Keith Chen at TED

« previous post | next post »

"Saving for a rainy day: Keith Chen on language that forecasts weather — and behavior", TED Blog 2/19/2013:

Back when my first paper on this topic circulated, many linguists were appropriately skeptical of the work. Their concerns are concisely explained in two well-thought out posts (here and here) by the linguists Mark Liberman and Geoffrey Pullum on the blog they founded, Language Log. Mark and Geoffrey also invited me to write a guest post explaining the work. In that post, I discuss which of their possible concerns are unlikely given the patterns I find across the world in people’s savings and health behaviors, and also try to clarify which of their concerns I was not yet able to address.

This exchange prompted a broad set of discussions as to what different types of data, analyses and experiments could, in principle, answer the questions raised by the patterns I find. Cross-disciplinary discussions took place in a subsequent post by Julie Sedivy and followup posts by Mark Liberman, and also at the Linguistic Data Consortium’s 20th Anniversary Workshop. Several new avenues of investigation and work came out of these interactions, three of which are now ongoing projects.


  1. Rob P. said,

    February 20, 2013 @ 11:06 am

    Why the huge difference in FTR (sentence ratio) between Brazilian Portuguese and European Portuguese?

  2. Jason Merchant said,

    February 20, 2013 @ 12:42 pm

    This version of the paper indeed does a much better job of laying out and explaining the linguistic data claims, and of substantiating them—especially the nice work reported in Appendix B: though I note with some surprise that Dutch and German are reported to have 0% of verbs in weather reports using future markers (presumably Du "worden" and Ger "werden"; a quick entirely random googling today yielding 20% (1/5) for Dutch here, and I heard at least three German "werden"s during this oral report today; the Greek here is in line with the paper's claims about that language, though). Another way to independently test the Eurotyp results, other than the clever scraping of weather reports, would be to examine the distribution of the future markers in embedded clauses selected for by verbs meaning "predict", etc. (Pretty straightforward, and a quick google for German and Greek give encouraging and expected results, though German is far from zero for use of "werden".)

    But, as interesting as these distinctions are, I remain unconvinced that the correlations with language type are anything but indirect. The work is careful, and the obvious objections are overcome by using within-country regressions: "Switching to within-country regressions, I compare individuals with identical income, education, family structure, and countries of birth, but who speak different languages". These are much more convincing than across-country comparisons, exactly because there are presumably larger cross-country cultural differences which, while difficult to measure, seem more plausible candidates for explaining the economic behaviors than language is, and, in my view, would have to be eliminated before the conclusion can be considered established.

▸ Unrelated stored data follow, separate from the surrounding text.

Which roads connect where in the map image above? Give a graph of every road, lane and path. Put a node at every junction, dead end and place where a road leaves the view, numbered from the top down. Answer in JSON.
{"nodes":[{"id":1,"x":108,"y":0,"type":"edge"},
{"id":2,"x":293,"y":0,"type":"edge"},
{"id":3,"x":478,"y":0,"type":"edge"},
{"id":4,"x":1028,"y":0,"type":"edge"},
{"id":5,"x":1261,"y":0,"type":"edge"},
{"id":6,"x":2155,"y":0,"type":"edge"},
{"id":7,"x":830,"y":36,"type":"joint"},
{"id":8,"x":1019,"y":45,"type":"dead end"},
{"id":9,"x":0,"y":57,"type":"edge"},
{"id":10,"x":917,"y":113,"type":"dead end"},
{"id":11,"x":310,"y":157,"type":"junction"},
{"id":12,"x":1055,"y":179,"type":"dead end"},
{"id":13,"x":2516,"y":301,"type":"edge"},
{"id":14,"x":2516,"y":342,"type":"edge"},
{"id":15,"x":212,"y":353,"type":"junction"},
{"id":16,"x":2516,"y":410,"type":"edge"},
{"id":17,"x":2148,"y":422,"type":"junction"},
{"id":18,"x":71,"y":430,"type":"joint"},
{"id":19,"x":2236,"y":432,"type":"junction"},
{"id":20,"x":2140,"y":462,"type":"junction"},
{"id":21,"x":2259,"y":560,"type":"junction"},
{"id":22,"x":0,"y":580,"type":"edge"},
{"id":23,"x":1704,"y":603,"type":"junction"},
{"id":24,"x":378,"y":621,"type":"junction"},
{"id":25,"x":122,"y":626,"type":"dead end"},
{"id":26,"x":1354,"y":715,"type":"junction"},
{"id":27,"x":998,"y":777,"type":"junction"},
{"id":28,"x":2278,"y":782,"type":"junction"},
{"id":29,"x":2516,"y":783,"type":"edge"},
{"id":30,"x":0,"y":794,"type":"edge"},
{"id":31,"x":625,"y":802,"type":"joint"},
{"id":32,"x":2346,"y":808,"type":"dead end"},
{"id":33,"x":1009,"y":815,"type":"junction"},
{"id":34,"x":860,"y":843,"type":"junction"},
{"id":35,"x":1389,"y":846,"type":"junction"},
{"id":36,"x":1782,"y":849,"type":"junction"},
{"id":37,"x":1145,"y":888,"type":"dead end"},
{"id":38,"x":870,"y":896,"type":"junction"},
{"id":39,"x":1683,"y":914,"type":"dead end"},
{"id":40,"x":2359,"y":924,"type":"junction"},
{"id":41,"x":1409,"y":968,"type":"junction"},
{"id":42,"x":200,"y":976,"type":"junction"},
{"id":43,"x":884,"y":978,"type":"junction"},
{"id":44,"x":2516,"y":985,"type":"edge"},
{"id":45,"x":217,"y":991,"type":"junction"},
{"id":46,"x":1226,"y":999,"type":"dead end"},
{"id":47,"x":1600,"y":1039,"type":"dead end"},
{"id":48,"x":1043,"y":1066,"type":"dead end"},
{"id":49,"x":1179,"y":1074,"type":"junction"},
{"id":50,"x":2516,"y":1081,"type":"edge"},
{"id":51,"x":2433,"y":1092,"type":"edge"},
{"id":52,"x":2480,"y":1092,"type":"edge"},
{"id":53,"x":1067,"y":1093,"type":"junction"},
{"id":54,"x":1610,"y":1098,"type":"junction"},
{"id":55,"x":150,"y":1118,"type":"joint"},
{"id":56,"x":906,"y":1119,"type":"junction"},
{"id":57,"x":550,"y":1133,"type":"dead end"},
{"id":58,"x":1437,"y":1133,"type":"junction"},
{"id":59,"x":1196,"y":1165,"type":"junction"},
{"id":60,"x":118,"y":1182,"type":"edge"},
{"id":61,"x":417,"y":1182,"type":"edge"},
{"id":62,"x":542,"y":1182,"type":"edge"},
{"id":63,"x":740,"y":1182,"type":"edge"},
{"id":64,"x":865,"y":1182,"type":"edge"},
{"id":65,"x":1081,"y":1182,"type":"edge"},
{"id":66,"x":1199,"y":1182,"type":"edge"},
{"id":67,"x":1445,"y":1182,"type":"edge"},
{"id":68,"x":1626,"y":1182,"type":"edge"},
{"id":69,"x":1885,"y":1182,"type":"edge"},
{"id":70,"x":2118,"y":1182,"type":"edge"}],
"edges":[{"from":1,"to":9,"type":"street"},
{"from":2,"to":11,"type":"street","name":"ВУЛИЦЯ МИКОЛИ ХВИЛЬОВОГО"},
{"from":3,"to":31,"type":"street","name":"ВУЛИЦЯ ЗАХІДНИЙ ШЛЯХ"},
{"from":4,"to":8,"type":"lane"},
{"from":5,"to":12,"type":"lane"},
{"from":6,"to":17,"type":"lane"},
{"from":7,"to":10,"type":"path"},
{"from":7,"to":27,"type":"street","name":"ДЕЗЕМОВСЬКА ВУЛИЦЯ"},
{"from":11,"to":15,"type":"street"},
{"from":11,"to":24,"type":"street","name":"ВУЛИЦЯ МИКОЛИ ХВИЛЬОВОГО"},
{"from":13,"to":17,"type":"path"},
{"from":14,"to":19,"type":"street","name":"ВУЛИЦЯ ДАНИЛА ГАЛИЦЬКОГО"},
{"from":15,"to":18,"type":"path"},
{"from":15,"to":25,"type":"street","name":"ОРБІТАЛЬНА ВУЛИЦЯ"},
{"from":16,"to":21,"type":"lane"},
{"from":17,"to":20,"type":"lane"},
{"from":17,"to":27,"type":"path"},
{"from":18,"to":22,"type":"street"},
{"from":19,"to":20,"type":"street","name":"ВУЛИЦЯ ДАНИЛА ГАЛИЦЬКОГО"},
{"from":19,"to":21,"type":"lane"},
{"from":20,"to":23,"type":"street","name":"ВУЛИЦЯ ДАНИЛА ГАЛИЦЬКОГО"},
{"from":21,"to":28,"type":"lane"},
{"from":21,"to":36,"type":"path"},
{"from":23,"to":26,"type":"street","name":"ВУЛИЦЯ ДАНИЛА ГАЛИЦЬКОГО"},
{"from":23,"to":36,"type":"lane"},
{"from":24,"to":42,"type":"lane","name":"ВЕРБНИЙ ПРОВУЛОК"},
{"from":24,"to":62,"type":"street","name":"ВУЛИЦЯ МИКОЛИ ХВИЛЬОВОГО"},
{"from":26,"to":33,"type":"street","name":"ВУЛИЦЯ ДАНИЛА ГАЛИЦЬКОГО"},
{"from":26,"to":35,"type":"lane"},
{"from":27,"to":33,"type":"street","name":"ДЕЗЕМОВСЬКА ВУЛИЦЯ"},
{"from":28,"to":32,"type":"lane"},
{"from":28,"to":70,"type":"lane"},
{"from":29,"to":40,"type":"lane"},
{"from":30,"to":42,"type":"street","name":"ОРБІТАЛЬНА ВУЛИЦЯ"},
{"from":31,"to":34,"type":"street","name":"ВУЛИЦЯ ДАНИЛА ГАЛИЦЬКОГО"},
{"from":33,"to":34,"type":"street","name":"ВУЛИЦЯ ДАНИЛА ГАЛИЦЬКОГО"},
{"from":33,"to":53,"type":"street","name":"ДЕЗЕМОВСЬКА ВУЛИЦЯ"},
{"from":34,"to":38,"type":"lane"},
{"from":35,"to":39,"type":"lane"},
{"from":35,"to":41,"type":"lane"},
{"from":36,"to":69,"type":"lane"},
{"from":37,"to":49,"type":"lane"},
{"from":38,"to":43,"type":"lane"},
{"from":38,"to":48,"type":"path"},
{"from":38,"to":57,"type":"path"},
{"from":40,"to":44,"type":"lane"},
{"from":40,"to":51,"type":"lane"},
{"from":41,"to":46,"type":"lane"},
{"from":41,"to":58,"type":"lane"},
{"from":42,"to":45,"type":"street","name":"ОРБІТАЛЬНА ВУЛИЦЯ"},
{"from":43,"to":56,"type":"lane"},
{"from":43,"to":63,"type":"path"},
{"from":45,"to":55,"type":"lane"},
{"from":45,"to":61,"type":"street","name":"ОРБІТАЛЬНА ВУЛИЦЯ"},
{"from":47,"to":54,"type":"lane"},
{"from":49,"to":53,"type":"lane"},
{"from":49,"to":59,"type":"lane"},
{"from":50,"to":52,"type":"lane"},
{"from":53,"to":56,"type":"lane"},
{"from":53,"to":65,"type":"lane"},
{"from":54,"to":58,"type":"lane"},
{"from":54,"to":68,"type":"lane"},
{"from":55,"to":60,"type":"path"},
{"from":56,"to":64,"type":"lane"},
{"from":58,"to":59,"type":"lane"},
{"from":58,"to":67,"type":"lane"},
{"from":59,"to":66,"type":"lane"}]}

    My reservation about the within-country comparisons is that, at least in the cases I know a little something about, namely Belgium, Switzerland, and Cyprus, the variables controlled for (listed above) would not in fact capture the substantial, but harder to measure, cultural differences that exist within the populations of these countries. These cultural differences do, however, correspond fairly closely with language: so the Flemish and Walloons do in fact have distinct family cultures, behaviorial norms, etc., and I suspect that these elements influence economic behavior to a much greater degree than the Dutch or French they speak do. Establishing this quantitatively, of course, would be a difficult task, and one that I would look to a quantitative sociologist for.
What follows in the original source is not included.